AIM OF THE EXERCISE | Check each line of the material for the string "Lentäjänkatu", then give only how many lines have it.

Top of DATASET EXCERPTS

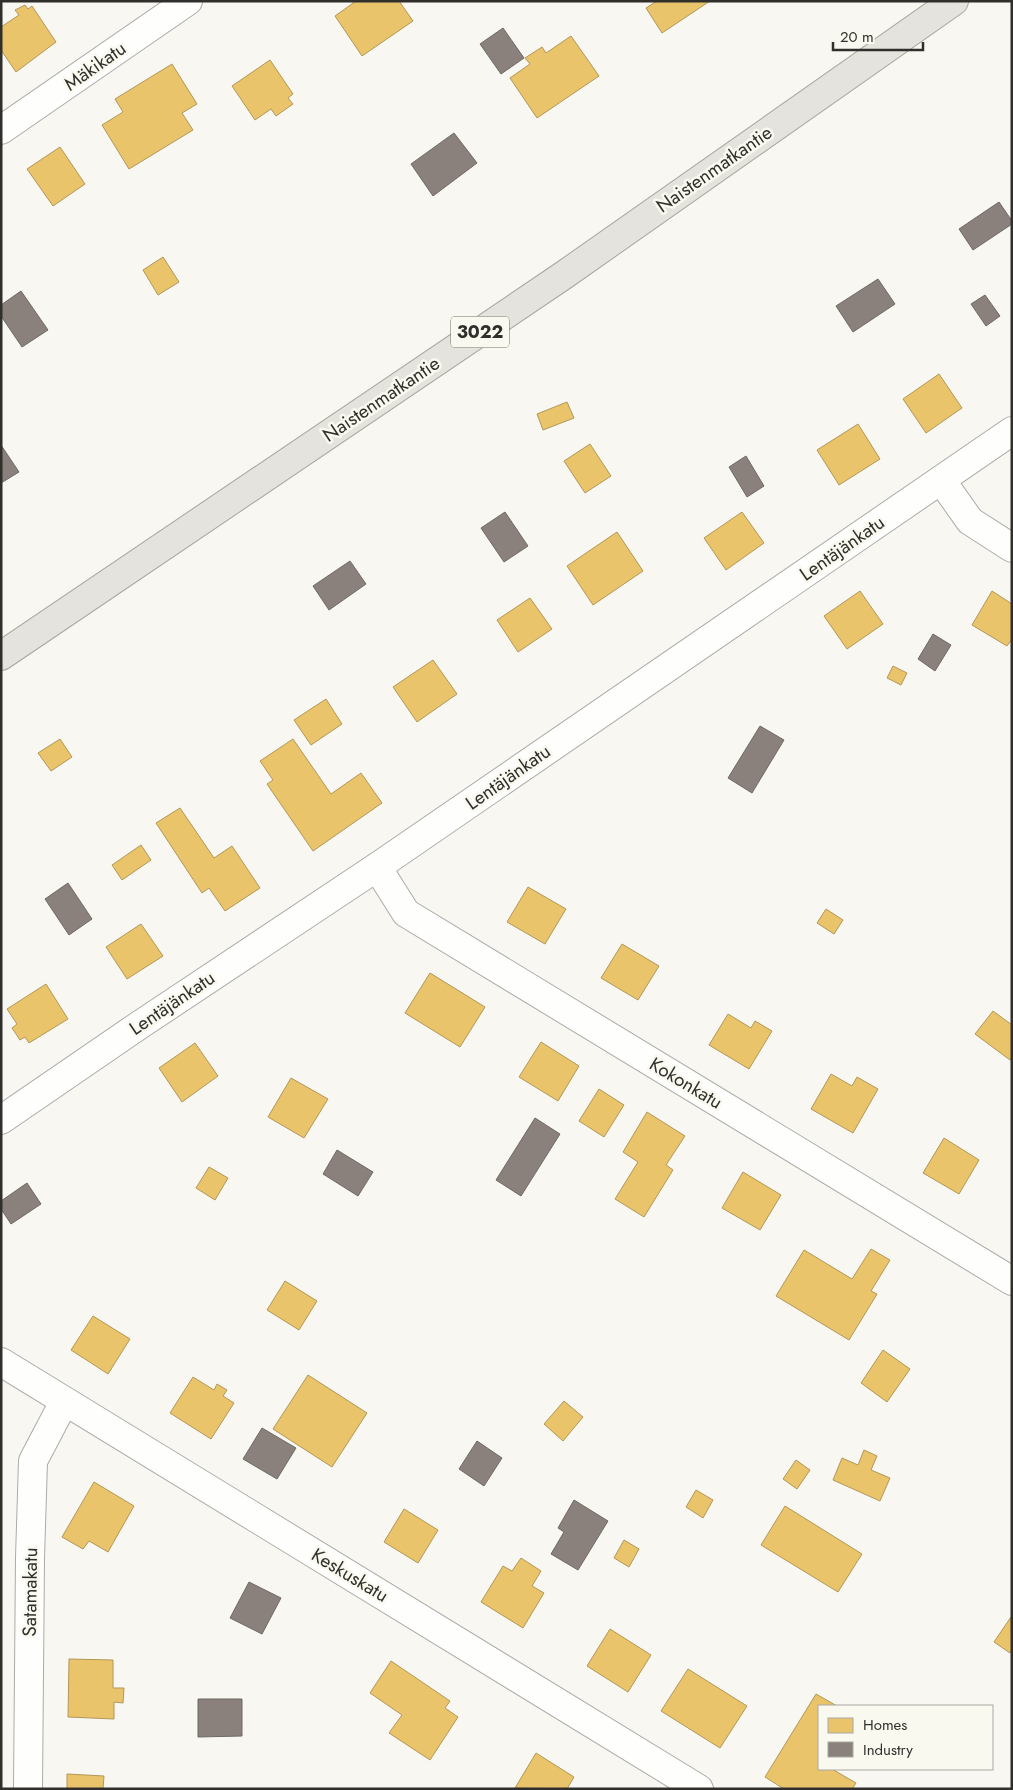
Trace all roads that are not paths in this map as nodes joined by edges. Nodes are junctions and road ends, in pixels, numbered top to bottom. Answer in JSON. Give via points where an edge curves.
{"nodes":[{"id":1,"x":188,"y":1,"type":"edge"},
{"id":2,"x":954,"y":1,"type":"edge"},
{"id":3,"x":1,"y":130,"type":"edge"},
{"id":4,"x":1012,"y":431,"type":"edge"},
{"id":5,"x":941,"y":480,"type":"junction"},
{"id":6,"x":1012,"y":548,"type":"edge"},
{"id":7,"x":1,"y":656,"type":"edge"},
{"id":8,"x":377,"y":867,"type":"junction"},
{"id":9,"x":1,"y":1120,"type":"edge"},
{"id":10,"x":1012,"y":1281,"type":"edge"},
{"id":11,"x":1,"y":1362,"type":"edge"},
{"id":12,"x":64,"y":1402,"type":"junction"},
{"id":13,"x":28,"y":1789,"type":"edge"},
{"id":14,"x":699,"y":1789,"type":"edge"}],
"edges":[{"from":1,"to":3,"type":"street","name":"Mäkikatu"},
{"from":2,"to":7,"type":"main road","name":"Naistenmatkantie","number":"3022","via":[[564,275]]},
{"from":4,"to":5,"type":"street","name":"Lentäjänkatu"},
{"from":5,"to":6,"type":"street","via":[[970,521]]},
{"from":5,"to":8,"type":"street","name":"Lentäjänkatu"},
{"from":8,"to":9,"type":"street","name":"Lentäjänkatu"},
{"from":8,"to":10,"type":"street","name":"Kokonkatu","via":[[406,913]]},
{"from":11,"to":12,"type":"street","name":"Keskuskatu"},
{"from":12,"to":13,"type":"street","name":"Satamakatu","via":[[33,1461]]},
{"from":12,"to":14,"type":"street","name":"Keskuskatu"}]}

Bottom of DATASET EXCERPTS

RESPONSE TO THE TASK | 3